How you pass on your wealth is one of the most important and sensitive financial decisions you will ever make. You’ll need to consider not only legal and organizational questions, but also relationships, expectations and family values. If you want to avoid conflicts, you should develop a clear plan and a common understanding of goals and roles early on. A well-planned transfer combines financial clarity, legal certainty and open communication to provide a stable foundation that sustainably protects your wealth.

Types of wealth and their characteristics

Family wealth may include a variety of assets, each of which have specific implications for estate planning, tax treatment and long-term planning. Real estate, securities, business shares, cash or collections are common forms of family wealth. Each of these categories has its own characteristics, which you will need to consider when transferring assets nationally or internationally. Each also differ greatly in terms of how easily they can be structured and passed on from generation to generation. 

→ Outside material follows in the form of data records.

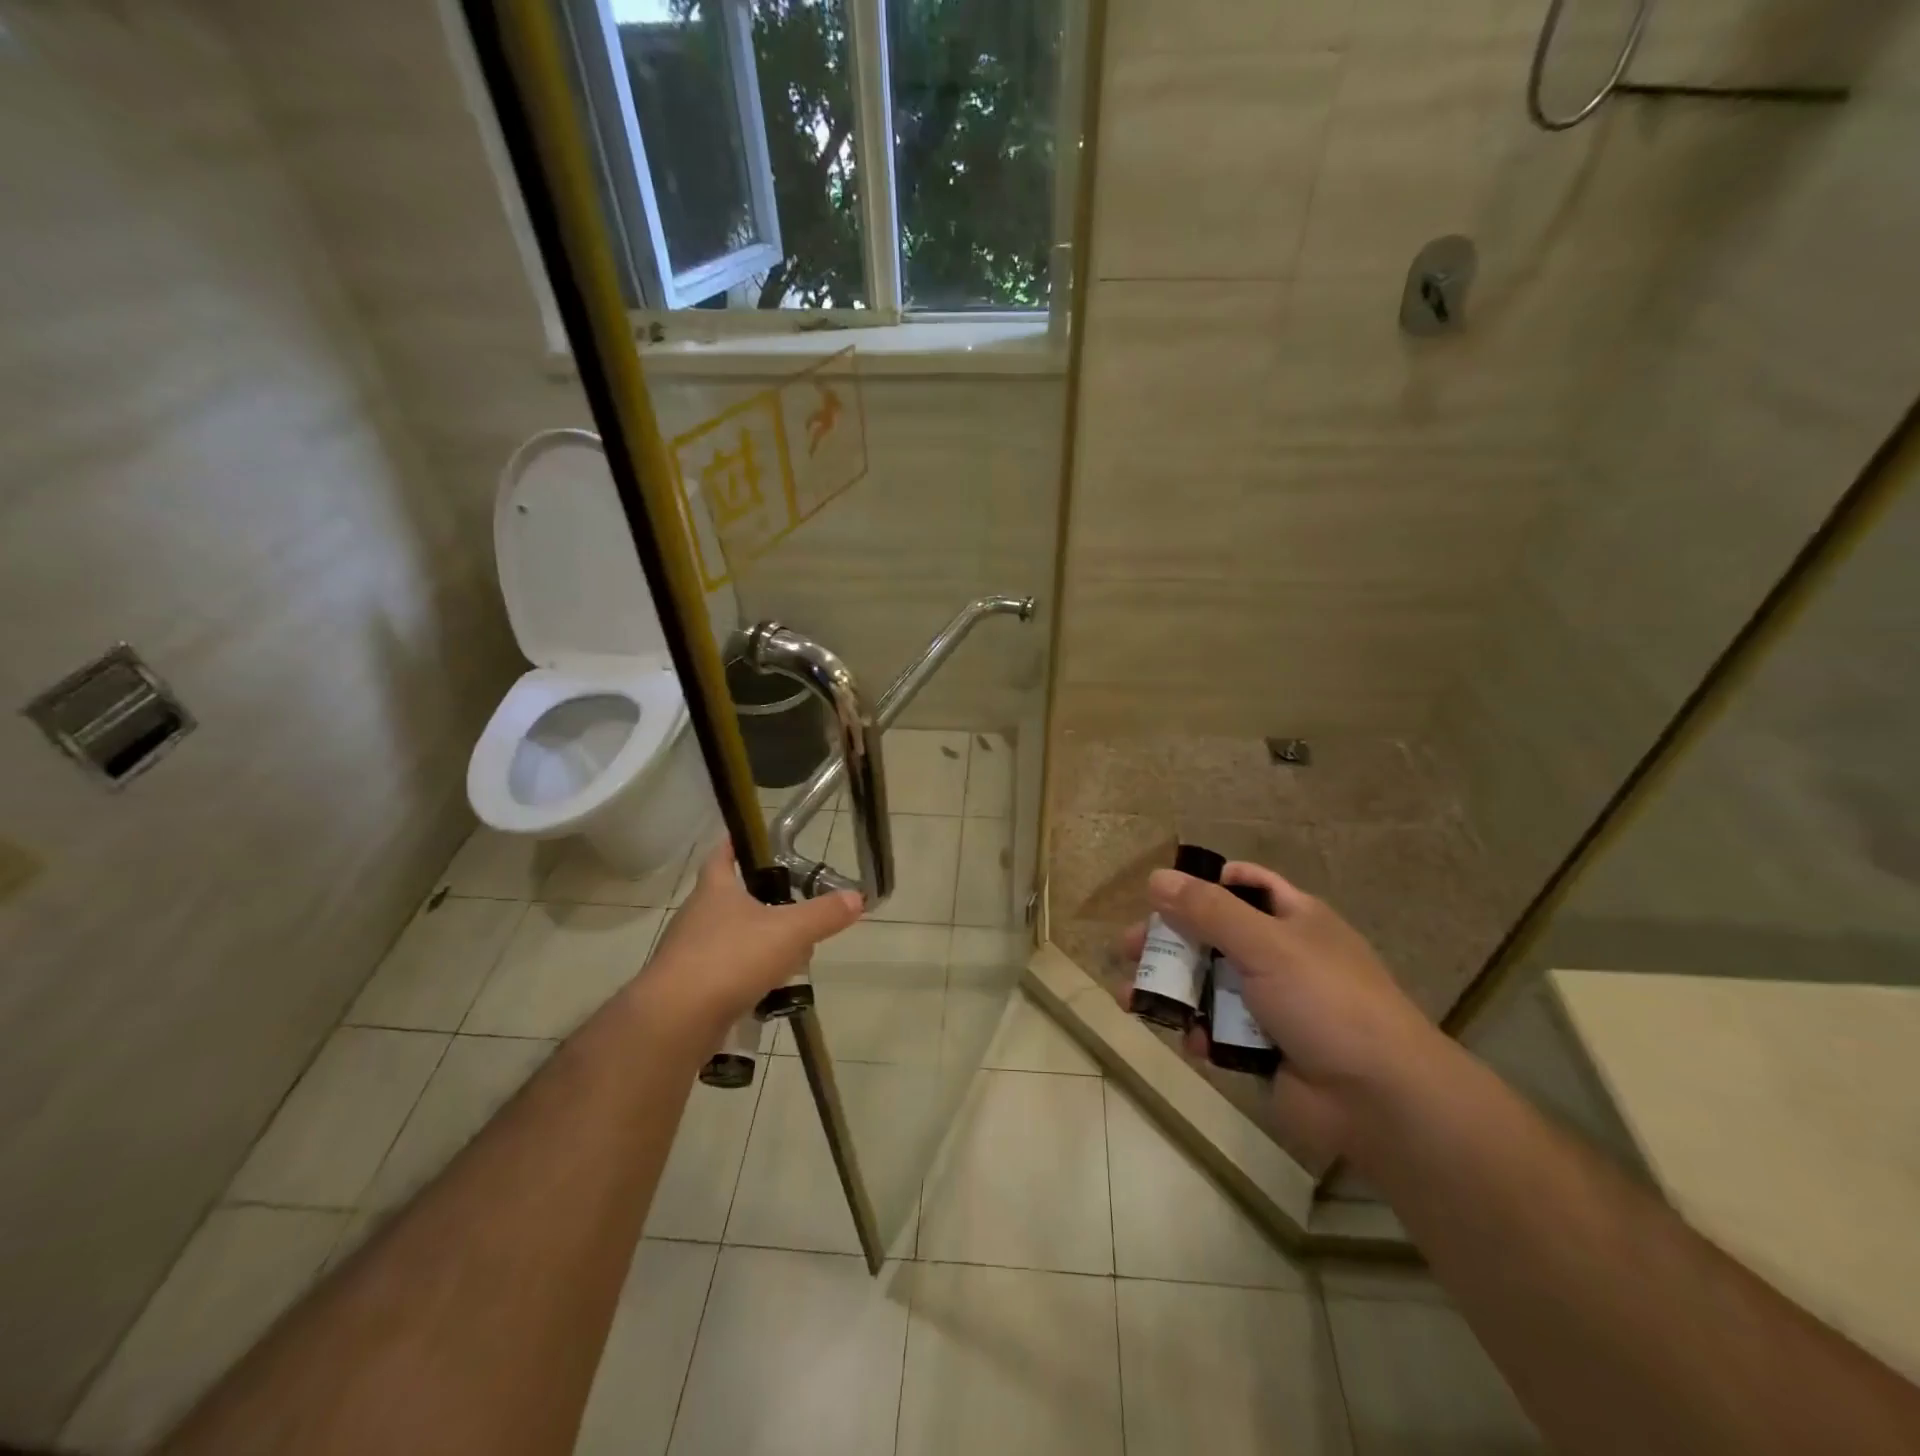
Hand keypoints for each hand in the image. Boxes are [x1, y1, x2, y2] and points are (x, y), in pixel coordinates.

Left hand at [641, 843, 862, 1039]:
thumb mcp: (789, 932)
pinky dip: (746, 977)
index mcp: (715, 890)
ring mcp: (688, 953)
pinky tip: (768, 990)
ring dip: (757, 943)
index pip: (722, 854)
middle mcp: (696, 915)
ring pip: (729, 938)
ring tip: (790, 956)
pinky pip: (723, 973)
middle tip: (794, 909)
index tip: (752, 840)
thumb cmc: (731, 959)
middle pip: (730, 898)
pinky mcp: (687, 988)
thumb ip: (824, 914)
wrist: (675, 1020)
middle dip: (762, 903)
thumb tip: (857, 897)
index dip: (736, 844)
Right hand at [1122, 861, 1442, 1159]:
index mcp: (1294, 918)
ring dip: (1172, 990)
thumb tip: (1155, 877)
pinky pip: (1218, 1029)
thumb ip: (1207, 910)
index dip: (1206, 883)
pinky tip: (1188, 1042)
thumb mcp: (1265, 943)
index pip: (1245, 884)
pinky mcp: (1263, 1048)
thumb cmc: (1326, 1001)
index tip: (1163, 894)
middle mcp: (1282, 955)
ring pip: (1209, 985)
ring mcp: (1272, 1004)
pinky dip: (1199, 1033)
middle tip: (1128, 949)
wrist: (1380, 1099)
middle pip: (1214, 935)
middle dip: (1170, 941)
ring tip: (1131, 999)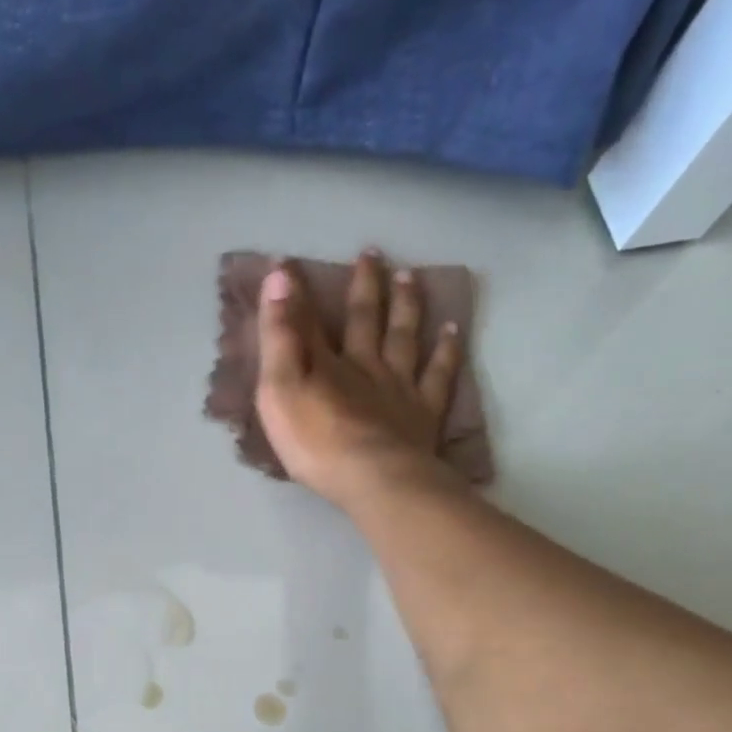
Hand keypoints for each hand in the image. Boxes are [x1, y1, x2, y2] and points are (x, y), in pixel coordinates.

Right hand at [254, 250, 469, 509]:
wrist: (374, 479)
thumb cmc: (318, 443)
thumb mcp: (281, 390)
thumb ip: (279, 336)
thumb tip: (280, 275)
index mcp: (328, 363)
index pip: (308, 320)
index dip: (298, 291)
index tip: (289, 262)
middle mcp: (366, 365)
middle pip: (366, 319)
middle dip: (365, 286)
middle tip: (372, 253)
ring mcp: (399, 388)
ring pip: (405, 337)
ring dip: (406, 305)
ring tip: (411, 276)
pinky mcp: (424, 415)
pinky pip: (439, 374)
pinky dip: (446, 350)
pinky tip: (452, 332)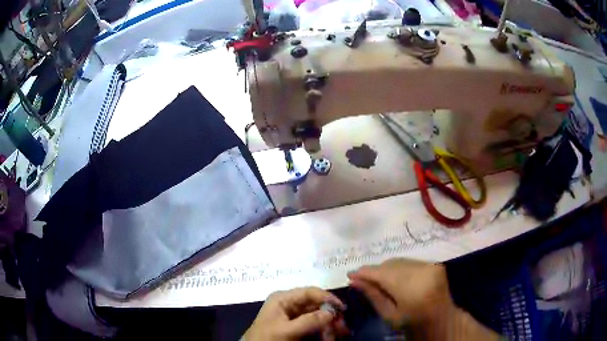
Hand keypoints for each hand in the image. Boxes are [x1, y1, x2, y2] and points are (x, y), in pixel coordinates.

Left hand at [243, 287, 348, 340]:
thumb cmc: (267, 337)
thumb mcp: (286, 330)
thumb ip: (309, 321)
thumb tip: (332, 312)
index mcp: (283, 299)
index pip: (309, 292)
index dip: (327, 297)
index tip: (343, 308)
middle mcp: (289, 304)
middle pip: (315, 305)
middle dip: (330, 315)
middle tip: (342, 327)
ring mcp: (293, 316)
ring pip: (317, 316)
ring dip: (328, 324)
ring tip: (338, 334)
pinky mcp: (296, 327)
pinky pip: (313, 326)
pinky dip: (323, 331)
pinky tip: (329, 337)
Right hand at [348, 258, 498, 339]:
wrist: (442, 320)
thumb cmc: (413, 324)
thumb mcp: (389, 315)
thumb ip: (373, 295)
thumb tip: (354, 281)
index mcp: (411, 289)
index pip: (382, 274)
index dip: (364, 272)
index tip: (350, 274)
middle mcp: (423, 272)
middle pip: (390, 265)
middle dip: (374, 271)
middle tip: (361, 279)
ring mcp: (431, 265)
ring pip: (399, 261)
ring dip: (385, 269)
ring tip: (376, 280)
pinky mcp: (435, 263)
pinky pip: (409, 262)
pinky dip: (398, 268)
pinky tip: (393, 278)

Real estate is a traditional part of family wealth and plays a central role when passing assets on to the next generation. It offers stability, potential appreciation in value and returns. At the same time, real estate is often highly charged emotionally. When transferring property – whether as a gift, an advance inheritance or after a death – several factors come into play: the current market value, potential tax implications, ongoing maintenance needs and how the property fits into your overall succession plan. Transparent evaluation is equally important so that all parties involved have the same expectations and future owners are involved at an early stage.

Securities such as shares, funds or bonds are usually easier to transfer and are among the simplest and most flexible types of assets to accumulate. Through regular saving and systematic investment, these can grow efficiently over the years. The question of tax optimization is also crucial – especially when inheritance or gift taxes may apply later on. The future investment strategy of the heirs is just as important: Should the assets be invested for the long term, diversified or partially liquidated?

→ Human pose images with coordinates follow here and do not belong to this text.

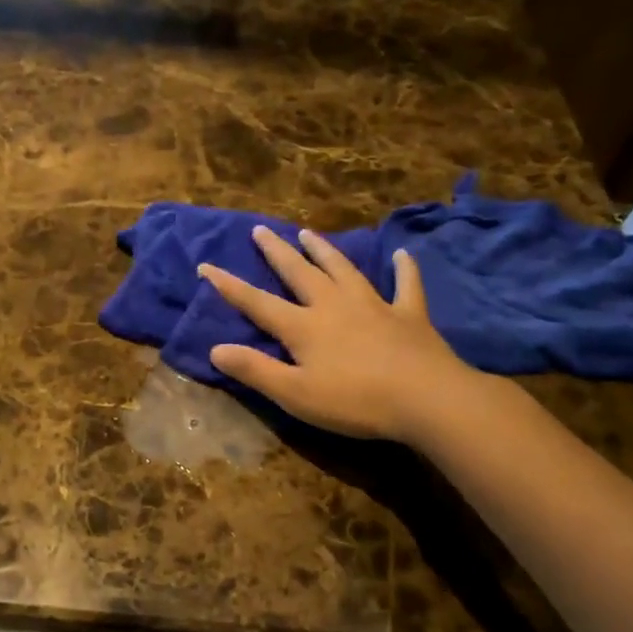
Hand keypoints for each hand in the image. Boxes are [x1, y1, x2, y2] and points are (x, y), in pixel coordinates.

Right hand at [199, 227, 483, 441]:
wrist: (426, 399)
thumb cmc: (355, 401)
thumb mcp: (295, 393)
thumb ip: (255, 370)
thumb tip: (215, 349)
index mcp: (303, 326)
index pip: (257, 302)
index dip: (229, 286)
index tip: (205, 265)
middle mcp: (333, 306)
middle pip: (299, 273)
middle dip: (277, 252)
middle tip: (261, 230)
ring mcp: (373, 306)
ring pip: (343, 270)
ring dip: (324, 251)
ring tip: (309, 233)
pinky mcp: (408, 315)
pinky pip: (405, 286)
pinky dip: (403, 270)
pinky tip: (402, 256)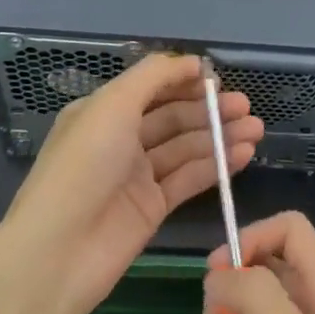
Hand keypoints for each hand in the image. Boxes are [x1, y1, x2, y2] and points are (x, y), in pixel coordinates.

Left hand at [0, 53, 262, 313]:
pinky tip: (243, 154)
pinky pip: (189, 179)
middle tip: (247, 107)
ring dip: (220, 137)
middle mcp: (120, 140)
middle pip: (173, 117)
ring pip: (186, 148)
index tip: (219, 79)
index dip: (184, 81)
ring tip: (256, 130)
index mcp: (103, 111)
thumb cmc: (83, 166)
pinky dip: (216, 166)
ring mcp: (137, 175)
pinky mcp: (152, 208)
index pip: (151, 88)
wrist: (58, 251)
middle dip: (210, 110)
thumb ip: (154, 77)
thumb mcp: (112, 105)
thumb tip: (192, 62)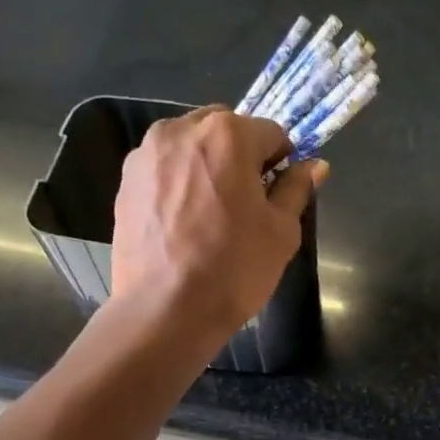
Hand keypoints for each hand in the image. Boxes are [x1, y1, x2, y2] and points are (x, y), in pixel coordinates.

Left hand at [110, 106, 327, 340]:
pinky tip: (183, 223)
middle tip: (245, 203)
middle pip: (225, 130)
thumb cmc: (234, 269)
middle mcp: (182, 129)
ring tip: (211, 214)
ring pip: (190, 146)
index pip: (271, 133)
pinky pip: (164, 169)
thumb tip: (313, 165)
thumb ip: (296, 189)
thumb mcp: (281, 232)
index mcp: (228, 134)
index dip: (282, 163)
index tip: (278, 195)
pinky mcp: (125, 180)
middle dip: (241, 156)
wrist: (165, 310)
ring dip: (207, 166)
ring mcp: (146, 153)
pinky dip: (179, 183)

Company shares add another layer of complexity. When planning succession for a company, you should give careful consideration to governance, voting rights, management structures, liquidity and the long-term future of the business. Generational planning is also important: Who should take over the company? And what roles will other family members play?

Liquidity creates flexibility. Preserving sufficient liquidity can be vital, especially in multi-stage transfers during your lifetime, or to cover taxes, equalization payments or maintenance costs. Liquidity allows you to avoid having to sell assets like real estate or business holdings in haste. Liquid assets are also among the fastest and easiest to build up – whether through savings plans, pension solutions or by building up regular income reserves.

Tangible assets such as art, jewelry or collections require a professional valuation, especially when they carry both emotional and financial value. They can make estate planning much more complicated if heirs have different expectations or if it is hard to divide them fairly.

The more diverse your assets, the more important it is to take a systematic approach to legal planning, tax structuring and succession planning. Careful generational planning helps families divide up their assets in a way that preserves wealth over the long term and benefits future generations. At the same time, a solid financial plan is the foundation for ensuring that generations who are doing the giving and the generations who are receiving are both secure.

Plan ahead, plan early

There are many ways to transfer wealth, and each has its own tax, legal and family-related implications. The key to success is a holistic wealth plan such as the UBS Wealth Way approach, which assigns your total wealth to three strategies: liquidity, longevity and legacy. Only when the financial resources for your current standard of living (liquidity) and for long-term provision and security (longevity) are guaranteed can surplus assets be used specifically for transfer (legacy).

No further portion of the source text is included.